Stealing the Stolen

Cultural appropriation is theft, as it’s said in the anti-racist discourse. Hunters of the new and imprudent multi-culti fans are plundering marginalized cultures in a neo-colonialist fashion to enrich their own lifestyles or works. From Rasta dreads on white heads to twerking imports in pop videos or the absorption of indigenous traditions. Deplored and ostracized, it is typically a Western hegemonic pop culture that degrades cultural resources from the Global South into commodity fetishes, worries little about notions of belonging, and doesn’t pay due respect to cultures or authors – let alone pay a reasonable price for it.

This critique of cultural appropriation makes intuitive sense. Nevertheless, it’s also been said: not appropriation but ownership is theft. Accordingly, in the context of historical appropriation art in the museum as well as contemporary pop culture, appropriation stands for a practice that strikes back at vested interests deemed inadequate or antiquated, one that celebrates sampling, remixing, versioning, copyright piracy, collective authorship, copy and paste processes, and meme cultures and has lastingly unsettled the divide between the foreign and one’s own.

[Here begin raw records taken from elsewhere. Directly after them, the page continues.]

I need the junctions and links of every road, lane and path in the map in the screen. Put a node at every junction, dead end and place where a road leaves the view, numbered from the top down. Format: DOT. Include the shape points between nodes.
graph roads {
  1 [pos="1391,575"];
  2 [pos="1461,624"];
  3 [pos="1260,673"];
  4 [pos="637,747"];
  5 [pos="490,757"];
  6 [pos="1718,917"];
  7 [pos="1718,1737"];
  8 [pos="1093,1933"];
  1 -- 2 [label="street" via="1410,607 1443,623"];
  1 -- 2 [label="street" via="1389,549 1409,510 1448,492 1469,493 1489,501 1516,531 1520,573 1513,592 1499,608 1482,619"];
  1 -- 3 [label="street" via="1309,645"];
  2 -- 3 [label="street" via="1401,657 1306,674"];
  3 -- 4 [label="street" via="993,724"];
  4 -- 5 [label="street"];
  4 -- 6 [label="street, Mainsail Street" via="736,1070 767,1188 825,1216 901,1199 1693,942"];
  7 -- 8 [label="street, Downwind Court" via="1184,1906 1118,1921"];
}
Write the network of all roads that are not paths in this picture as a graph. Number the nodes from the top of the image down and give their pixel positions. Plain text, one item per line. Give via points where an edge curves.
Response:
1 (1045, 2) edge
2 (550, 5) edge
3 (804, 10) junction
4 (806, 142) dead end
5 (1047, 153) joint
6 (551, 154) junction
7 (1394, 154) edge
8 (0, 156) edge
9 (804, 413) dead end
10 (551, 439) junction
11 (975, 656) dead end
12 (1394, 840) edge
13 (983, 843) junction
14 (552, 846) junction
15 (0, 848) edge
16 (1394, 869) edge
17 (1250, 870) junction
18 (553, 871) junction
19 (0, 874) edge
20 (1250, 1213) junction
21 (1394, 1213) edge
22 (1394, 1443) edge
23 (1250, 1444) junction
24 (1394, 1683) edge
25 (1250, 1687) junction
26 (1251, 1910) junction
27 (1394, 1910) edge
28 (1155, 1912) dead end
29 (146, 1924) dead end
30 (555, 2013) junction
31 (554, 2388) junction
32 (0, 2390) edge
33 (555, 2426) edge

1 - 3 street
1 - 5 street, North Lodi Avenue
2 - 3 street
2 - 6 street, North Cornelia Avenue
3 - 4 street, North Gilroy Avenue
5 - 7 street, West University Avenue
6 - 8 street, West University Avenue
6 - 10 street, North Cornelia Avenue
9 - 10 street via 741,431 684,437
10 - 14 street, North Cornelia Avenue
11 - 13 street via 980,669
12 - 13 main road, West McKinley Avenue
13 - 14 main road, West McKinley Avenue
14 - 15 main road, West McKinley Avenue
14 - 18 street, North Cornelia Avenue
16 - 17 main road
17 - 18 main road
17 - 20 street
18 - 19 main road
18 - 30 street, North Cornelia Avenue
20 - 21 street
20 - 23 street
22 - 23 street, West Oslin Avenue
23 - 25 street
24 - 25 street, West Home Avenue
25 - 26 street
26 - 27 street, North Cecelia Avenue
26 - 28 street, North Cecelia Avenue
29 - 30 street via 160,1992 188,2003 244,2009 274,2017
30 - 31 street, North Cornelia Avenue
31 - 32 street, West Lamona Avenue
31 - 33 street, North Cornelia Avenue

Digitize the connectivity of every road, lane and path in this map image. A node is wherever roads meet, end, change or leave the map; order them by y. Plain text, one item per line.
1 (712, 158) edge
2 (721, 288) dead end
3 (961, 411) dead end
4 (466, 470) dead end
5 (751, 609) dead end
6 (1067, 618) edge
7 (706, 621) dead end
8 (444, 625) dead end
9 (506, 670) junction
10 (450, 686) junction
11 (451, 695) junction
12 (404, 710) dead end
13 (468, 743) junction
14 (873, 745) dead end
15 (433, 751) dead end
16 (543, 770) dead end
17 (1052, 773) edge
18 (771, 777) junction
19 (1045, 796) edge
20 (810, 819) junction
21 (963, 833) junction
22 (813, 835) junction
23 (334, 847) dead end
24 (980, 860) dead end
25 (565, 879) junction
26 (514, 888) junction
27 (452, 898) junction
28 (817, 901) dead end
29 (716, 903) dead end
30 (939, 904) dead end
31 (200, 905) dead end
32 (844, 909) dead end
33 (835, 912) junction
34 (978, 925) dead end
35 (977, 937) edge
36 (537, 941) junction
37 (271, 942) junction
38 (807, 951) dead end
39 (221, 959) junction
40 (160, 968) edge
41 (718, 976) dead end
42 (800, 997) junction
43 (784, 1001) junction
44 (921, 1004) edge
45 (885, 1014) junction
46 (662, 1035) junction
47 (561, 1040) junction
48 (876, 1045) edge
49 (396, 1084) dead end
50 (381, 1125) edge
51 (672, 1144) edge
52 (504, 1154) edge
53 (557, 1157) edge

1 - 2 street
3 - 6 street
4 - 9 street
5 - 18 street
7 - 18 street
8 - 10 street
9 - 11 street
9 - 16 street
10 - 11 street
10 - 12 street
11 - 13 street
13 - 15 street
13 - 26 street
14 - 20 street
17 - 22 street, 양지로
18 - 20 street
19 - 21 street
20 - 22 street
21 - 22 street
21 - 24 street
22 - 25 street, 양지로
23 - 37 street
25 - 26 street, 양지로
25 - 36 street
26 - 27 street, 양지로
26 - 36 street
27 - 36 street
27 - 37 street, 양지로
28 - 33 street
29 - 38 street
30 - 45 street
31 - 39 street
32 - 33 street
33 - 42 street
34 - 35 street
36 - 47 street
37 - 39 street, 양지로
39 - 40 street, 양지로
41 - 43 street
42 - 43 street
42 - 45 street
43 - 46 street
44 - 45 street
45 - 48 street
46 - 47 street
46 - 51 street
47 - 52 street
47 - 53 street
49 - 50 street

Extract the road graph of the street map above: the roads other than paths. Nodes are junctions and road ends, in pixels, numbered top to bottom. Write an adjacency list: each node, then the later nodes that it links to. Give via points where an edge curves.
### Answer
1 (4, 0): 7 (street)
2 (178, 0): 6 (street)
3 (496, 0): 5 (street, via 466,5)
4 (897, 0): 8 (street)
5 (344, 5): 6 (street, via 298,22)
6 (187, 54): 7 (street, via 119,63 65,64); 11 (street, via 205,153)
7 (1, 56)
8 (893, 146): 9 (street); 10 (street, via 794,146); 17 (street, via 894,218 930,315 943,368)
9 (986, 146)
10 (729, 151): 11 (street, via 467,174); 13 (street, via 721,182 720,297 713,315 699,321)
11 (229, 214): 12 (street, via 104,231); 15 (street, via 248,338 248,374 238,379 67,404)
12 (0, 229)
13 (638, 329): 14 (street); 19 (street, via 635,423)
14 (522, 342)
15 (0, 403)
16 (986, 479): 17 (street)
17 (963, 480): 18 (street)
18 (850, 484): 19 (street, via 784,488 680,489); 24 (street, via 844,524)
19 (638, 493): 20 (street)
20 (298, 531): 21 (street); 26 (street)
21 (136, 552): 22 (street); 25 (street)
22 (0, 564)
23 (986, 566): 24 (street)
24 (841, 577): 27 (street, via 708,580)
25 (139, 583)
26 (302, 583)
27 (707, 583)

The festival title Stealing the Stolen reiterates the fact that there is no essence of culture – and thus no evolution without (re)appropriation processes of what does not belong, what is lost, or what was simply not available before. Everything remains different, always has. But the question is: What frames of reference can be posited against appropriations that are undoubtedly exploitative or rightly judged as illegitimate? Which counter appropriations can have an emancipatory, or perhaps compensatory effect – and for whom?

donaufestival 2022 puts its trust in the power of counter appropriations – against hegemonic forms and for new connections. The Tunisian musician AMMAR 808 links South Indian vibes with the beats of a Roland TR 808 drum machine. Fehler Kuti doesn’t want to be just Fela Kuti but rather sings in Denglish of “The Price of Teilhabe”; Soap&Skin slips into sheep’s clothing and reinterprets the work of others. In the world premiere of Fire Walk with Me, Ariel Efraim Ashbel seizes the memory of David Lynch, while Ula Sickle speaks of the march of sadness into rap. In his installation at Kunsthalle Krems, artist and musician Julian Warner explores the appropriations of war metaphors in times of pandemic and the war in the Ukraine.

Whose music is playing there? It Is Not My Music is the name of a 1978 film about the hyper-absorbent jazz musician Don Cherry. Like Cherry, counter appropriations do not confide in ostracism, but in inspiration. They might reside in a liberating practice “from below and elsewhere”, which transcends the notions of ownership and theft.

Let’s call them Stealing the Stolen for the time being. And hope they take nothing from us, but enrich us all.